==== DATA FOR THE TASK ====

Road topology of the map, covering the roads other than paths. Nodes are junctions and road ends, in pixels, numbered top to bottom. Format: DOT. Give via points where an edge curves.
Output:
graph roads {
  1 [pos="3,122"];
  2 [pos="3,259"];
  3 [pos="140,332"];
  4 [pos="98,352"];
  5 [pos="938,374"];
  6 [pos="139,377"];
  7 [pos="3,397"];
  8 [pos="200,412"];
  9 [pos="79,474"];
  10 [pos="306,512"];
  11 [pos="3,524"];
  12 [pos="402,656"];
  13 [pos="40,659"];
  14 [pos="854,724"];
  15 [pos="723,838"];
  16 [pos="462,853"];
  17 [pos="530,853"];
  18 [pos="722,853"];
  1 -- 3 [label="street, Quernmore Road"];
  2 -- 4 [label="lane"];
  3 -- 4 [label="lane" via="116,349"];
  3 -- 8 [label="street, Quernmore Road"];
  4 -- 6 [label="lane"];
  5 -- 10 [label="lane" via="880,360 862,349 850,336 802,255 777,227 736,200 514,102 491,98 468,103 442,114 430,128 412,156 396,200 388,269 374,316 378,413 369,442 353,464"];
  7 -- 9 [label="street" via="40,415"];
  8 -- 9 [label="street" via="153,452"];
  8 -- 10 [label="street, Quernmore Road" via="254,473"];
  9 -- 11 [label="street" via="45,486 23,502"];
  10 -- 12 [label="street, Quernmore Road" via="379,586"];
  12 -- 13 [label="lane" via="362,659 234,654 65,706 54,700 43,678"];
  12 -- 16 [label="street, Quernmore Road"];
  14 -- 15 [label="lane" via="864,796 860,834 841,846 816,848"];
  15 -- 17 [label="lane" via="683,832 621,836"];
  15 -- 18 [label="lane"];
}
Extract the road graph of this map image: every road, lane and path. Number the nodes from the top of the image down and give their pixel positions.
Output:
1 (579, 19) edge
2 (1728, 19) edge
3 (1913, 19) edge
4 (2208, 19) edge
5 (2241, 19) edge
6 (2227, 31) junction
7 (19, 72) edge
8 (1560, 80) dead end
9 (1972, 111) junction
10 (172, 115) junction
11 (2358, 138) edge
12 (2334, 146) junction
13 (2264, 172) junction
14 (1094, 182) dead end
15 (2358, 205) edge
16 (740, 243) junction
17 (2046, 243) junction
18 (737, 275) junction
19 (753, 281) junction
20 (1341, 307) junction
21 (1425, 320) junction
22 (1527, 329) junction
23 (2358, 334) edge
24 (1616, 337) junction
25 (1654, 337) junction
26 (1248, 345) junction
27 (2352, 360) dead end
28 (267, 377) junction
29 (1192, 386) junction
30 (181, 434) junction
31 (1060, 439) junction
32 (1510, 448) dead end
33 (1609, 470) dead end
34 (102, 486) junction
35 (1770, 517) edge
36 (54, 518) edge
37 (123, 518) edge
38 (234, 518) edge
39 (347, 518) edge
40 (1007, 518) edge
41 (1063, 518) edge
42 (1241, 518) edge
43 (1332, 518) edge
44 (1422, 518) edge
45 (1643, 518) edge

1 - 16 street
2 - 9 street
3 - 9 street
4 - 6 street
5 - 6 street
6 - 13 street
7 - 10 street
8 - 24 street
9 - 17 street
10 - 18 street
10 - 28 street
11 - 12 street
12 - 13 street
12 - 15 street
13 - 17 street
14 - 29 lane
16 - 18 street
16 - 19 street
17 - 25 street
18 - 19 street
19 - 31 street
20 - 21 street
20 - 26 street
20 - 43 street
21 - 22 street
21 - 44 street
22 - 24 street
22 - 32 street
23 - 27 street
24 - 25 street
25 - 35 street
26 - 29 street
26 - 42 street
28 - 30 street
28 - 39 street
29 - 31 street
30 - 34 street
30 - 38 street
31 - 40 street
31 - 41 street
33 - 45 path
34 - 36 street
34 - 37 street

====

DIRECTIONS FOR THIS TASK - Copy every line from the records above that contains the word "Quernmore".

RESULT OF THE EXERCISE -
  1 -- 3 [label="street, Quernmore Road"];
  3 -- 8 [label="street, Quernmore Road"];
  8 -- 10 [label="street, Quernmore Road" via="254,473"];
  10 -- 12 [label="street, Quernmore Road" via="379,586"];
  12 -- 16 [label="street, Quernmore Road"];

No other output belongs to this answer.